ASSIGNMENT:
Below are some entries. Copy each line that holds the string "dead".

DATA FOR THIS TASK:
BEGIN

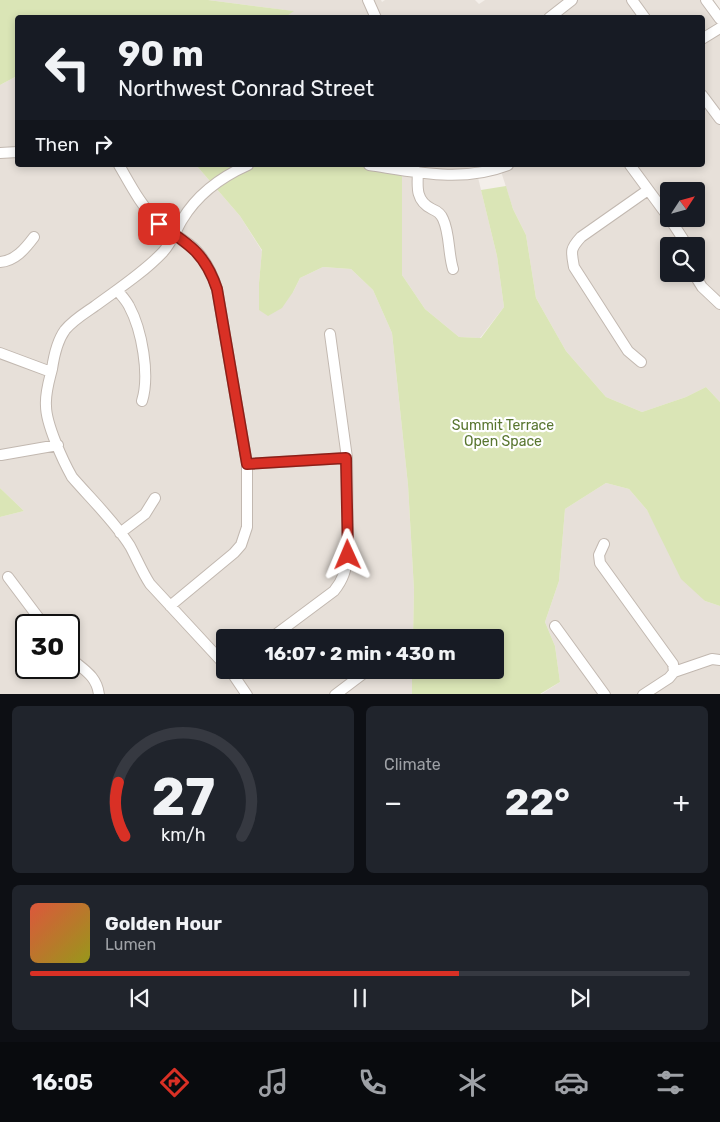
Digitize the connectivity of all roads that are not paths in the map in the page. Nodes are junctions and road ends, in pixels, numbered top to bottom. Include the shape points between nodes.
1 (368, 0) edge
2 (572, 0) edge
3 (632, 0) edge
4 (706, 0) edge
5 (375, 15) edge
6 (552, 15) edge
7 (643, 15) edge
8 (720, 19) edge
9 (720, 28) edge
10 (705, 37) edge
11 (705, 99) edge
12 (720, 119) edge
13 (15, 152) edge
14 (0, 153) edge
15 (120, 167) edge
16 (244, 167) edge
17 (383, 167) edge
18 (502, 167) edge
19 (631, 167) edge
20 (418, 172) junction
21 (648, 190) junction
22 (660, 206) edge
23 (175, 235) junction
24 (34, 237) dead end
25 (0, 262) edge
26 (453, 269) dead end
27 (699, 282) edge
28 (117, 290) junction
29 (720, 304) edge
30 (330, 334) dead end
31 (0, 353) edge
32 (641, 362) dead end
33 (51, 372) junction
34 (142, 401) dead end
35 (58, 445) junction
36 (1, 455) edge
37 (346, 458) junction
38 (247, 464) junction
39 (155, 498) dead end
40 (120, 533) junction
41 (604, 544) dead end
42 (8, 577) dead end
43 (170, 606) junction
44 (36, 614) edge
45 (555, 626) dead end
46 (283, 629) edge
47 (216, 655) edge
48 (720, 660) edge
49 (80, 666) edge
50 (674, 672) junction
51 (236, 679) edge
52 (356, 679) edge
53 (649, 693) edge
54 (99, 694) edge
55 (247, 694) edge
56 (335, 694) edge
57 (605, 694) edge

1 - 5 street
2 - 6 street
3 - 7 street
4 - 8 street
9 - 10 street
11 - 12 street
13 - 14 street
15 - 23 street via 150,214
16 - 23 street via 212,185 196,201
17 - 20 street
18 - 20 street via 464,175
19 - 21 street
20 - 26 street via 420,198 442,216 446,226
21 - 22 street
21 - 32 street via 581,237 571,252 574,267 628,351
23 - 28 street via 146,269
23 - 38 street via 190,244 203,259 217,289
24 - 25 street via 14,257
27 - 29 street
28 - 33 street via 66,329 54,354
28 - 34 street via 128,305 140,341 146,376
30 - 37 street
31 - 33 street
33 - 35 street via 45,405
35 - 36 street
35 - 40 street via 72,477
37 - 38 street
37 - 46 street via 348,555 342,582
38 - 43 street via 247,527 241,544
39 - 40 street via 145,514
40 - 43 street via 143,574
41 - 50 street via 599,555 600,563 673,664
42 - 44 street
43 - 47 street
45 - 57 street
48 - 50 street via 712,659
49 - 54 street via 92,676
50 - 53 street
51 - 55 street
52 - 56 street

END

SOLUTION FOR THIS EXERCISE:
24 (34, 237) dead end
26 (453, 269) dead end
30 (330, 334) dead end
32 (641, 362) dead end
34 (142, 401) dead end
39 (155, 498) dead end
41 (604, 544) dead end
42 (8, 577) dead end
45 (555, 626) dead end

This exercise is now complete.